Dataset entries
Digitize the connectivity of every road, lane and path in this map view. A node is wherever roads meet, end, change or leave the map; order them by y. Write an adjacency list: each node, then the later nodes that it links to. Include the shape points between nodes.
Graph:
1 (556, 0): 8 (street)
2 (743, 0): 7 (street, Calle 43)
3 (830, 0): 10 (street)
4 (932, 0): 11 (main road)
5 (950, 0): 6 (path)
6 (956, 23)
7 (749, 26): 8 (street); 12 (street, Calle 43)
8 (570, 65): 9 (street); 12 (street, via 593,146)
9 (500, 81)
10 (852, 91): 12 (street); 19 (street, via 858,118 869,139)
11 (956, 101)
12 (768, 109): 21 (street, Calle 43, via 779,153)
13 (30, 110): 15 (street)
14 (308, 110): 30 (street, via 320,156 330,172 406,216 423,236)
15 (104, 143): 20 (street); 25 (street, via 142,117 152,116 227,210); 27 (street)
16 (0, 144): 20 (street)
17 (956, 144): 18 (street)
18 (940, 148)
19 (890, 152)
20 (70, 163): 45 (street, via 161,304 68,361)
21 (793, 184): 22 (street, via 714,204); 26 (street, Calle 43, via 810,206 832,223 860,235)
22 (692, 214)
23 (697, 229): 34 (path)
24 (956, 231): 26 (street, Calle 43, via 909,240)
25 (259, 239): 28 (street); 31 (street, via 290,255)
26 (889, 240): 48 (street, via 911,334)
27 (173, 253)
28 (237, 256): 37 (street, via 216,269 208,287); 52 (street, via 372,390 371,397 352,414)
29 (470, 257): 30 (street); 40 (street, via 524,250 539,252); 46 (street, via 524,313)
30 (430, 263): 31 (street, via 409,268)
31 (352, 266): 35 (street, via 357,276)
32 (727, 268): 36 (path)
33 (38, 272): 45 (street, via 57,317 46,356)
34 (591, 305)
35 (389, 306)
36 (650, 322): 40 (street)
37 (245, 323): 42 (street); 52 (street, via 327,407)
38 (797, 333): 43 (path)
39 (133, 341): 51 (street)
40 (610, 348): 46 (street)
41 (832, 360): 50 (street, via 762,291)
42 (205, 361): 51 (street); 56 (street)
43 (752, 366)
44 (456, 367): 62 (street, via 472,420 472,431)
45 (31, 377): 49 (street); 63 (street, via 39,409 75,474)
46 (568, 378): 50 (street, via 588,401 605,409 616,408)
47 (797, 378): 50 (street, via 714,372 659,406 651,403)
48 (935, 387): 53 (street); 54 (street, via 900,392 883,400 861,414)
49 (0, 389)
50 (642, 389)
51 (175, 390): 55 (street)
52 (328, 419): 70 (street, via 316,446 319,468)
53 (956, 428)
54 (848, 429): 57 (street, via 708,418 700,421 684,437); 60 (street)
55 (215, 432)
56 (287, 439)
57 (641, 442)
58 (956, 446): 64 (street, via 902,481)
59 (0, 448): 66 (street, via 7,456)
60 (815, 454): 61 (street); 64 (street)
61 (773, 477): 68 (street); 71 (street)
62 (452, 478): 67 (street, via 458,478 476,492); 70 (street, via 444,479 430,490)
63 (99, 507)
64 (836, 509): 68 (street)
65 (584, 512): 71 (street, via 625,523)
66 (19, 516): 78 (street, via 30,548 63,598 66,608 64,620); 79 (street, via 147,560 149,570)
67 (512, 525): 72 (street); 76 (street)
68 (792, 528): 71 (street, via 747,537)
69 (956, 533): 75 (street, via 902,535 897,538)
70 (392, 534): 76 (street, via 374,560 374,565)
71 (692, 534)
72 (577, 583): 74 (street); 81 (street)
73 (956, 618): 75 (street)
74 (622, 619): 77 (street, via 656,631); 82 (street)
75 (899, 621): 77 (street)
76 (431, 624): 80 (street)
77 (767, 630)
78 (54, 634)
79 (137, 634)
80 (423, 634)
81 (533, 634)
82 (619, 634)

▶ Task goal
Each line above with the word "path" needs to be copied.

▶ Answer space
Digitize the connectivity of every road, lane and path in this map view. A node is wherever roads meet, end, change or leave the map; order them by y. Write an adjacency list: each node, then the later nodes that it links to. Include the shape points between nodes.
5 (950, 0): 6 (path)
23 (697, 229): 34 (path)
32 (727, 268): 36 (path)
38 (797, 333): 43 (path)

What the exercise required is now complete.